Bild: Demonstration unter dem Motto „Rechte Hetze tötet“ im Jahr 2019
Unverständnis und ein Gefühl der Unsicherheit treiben Miki Lazar um. Er ist
Vorstand der Jüdischen Gemeinde in Kassel. Dort, wo [1][Halit Yozgat] 2006
vom NSU und, in unmittelbarer Nähe, [2][Walter Lübcke] 2019 von einem
Rechtsradikalen ermordet wurde. Beide Fälle haben Lazar persönlich tief
getroffen und an seiner eigenen Sicherheit zweifeln lassen: „Wir wissen
inzwischen, dass es da eine direkte Verbindung gibt und auch, dass wir
immer noch auf Listen von Neonazis stehen.“
Die Verbindung zwischen den beiden Mordfällen bezeugt das Hessische
Landesamt für Verfassungsschutz mit einem Bericht, der das eigene Versagen
rund um den NSU aufdecken soll. Er enthält unter anderem auch den Namen des
Mörders von Walter Lübcke mehrfach. Und der Journalist Martín Steinhagen,
der für sein Buch „Rechter Terror“ intensiven Einblick bekommen hat,
schreibt: „Das Amt war nicht, wie es oft heißt, auf dem rechten Auge blind.

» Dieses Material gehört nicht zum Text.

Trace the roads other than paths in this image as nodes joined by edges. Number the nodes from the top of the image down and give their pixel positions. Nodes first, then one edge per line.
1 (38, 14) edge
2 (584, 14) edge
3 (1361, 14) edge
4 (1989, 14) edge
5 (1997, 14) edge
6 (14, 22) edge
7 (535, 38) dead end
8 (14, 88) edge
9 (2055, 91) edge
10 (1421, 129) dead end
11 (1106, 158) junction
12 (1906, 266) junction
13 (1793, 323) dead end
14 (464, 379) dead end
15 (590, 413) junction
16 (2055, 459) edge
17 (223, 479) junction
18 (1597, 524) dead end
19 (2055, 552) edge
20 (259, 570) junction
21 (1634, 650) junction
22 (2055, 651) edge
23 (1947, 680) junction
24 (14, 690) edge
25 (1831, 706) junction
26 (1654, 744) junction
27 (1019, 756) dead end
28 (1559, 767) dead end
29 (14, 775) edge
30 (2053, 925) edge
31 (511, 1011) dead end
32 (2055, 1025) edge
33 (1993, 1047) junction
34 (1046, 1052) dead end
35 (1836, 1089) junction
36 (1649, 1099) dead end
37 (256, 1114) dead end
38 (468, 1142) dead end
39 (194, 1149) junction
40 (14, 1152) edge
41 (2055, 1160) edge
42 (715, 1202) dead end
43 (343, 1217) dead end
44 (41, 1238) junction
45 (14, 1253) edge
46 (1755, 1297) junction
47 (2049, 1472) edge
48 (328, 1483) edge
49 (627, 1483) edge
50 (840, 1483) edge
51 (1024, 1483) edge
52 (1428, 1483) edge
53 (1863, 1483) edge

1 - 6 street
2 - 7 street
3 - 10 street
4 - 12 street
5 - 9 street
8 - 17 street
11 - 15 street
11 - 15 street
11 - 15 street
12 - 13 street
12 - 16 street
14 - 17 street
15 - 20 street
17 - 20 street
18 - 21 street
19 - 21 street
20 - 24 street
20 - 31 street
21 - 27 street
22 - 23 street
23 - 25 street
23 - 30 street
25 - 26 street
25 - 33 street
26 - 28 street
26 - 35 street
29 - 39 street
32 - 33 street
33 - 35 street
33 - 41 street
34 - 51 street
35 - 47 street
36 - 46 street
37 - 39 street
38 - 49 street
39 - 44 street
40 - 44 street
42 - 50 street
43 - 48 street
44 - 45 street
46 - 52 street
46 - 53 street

Die Vielzahl an Funden zeigt, dass teils brisante Hinweise bei den
Verfassungsschützern ankamen. Sie wurden aber offenbar nicht analytisch
eingeordnet, falsch bewertet, und es wurde nicht entsprechend gehandelt.“
Weil der Bericht politisch brisant sei, aber für 30 Jahre der Geheimhaltung
unterliegt, hat nun Miki Lazar gemeinsam mit weiteren Bürger*innen aus
Kassel eine [3][Petition] zur sofortigen Veröffentlichung ins Leben
gerufen.
Mit dieser Petition befasst sich jetzt der Hessische Landtag. Nach einer
nichtöffentlichen Sitzung in der vergangenen Woche debattieren die
Abgeordneten erneut im großen Plenum, die Landtagssitzung am kommenden
Mittwochabend wird auch als Livestream übertragen. Das weitere Vorgehen
hängt auch von den Grünen ab, die gemeinsam mit der CDU die Landesregierung
bilden. Entsprechende Erwartungen der Petition*istinnen wurden bereits
[4][enttäuscht] – von verschiedenen Parteiebenen wurde zwar Anerkennung für
das Anliegen geäußert, eine Unterstützung wurde aber aus Gründen der
Koalitionstreue bislang verweigert.
## „Die NSU-Akten“ in der Alltagskultur
Dass die Ablehnung einer Veröffentlichung mit dem Schutz der im Bericht
aufgeführten V-Leute begründet wird, ärgert Miki Lazar. Und betont, dass
auch Alternativen zur ungefilterten Veröffentlichung denkbar seien. Man
könnte etwa der Initiative „NSU Watch“ zumindest ausreichende Einsicht zur
weiteren Verarbeitung gewähren. „Die scheinen teilweise eh besser
informiert zu sein als der Staat“, ergänzt Lazar.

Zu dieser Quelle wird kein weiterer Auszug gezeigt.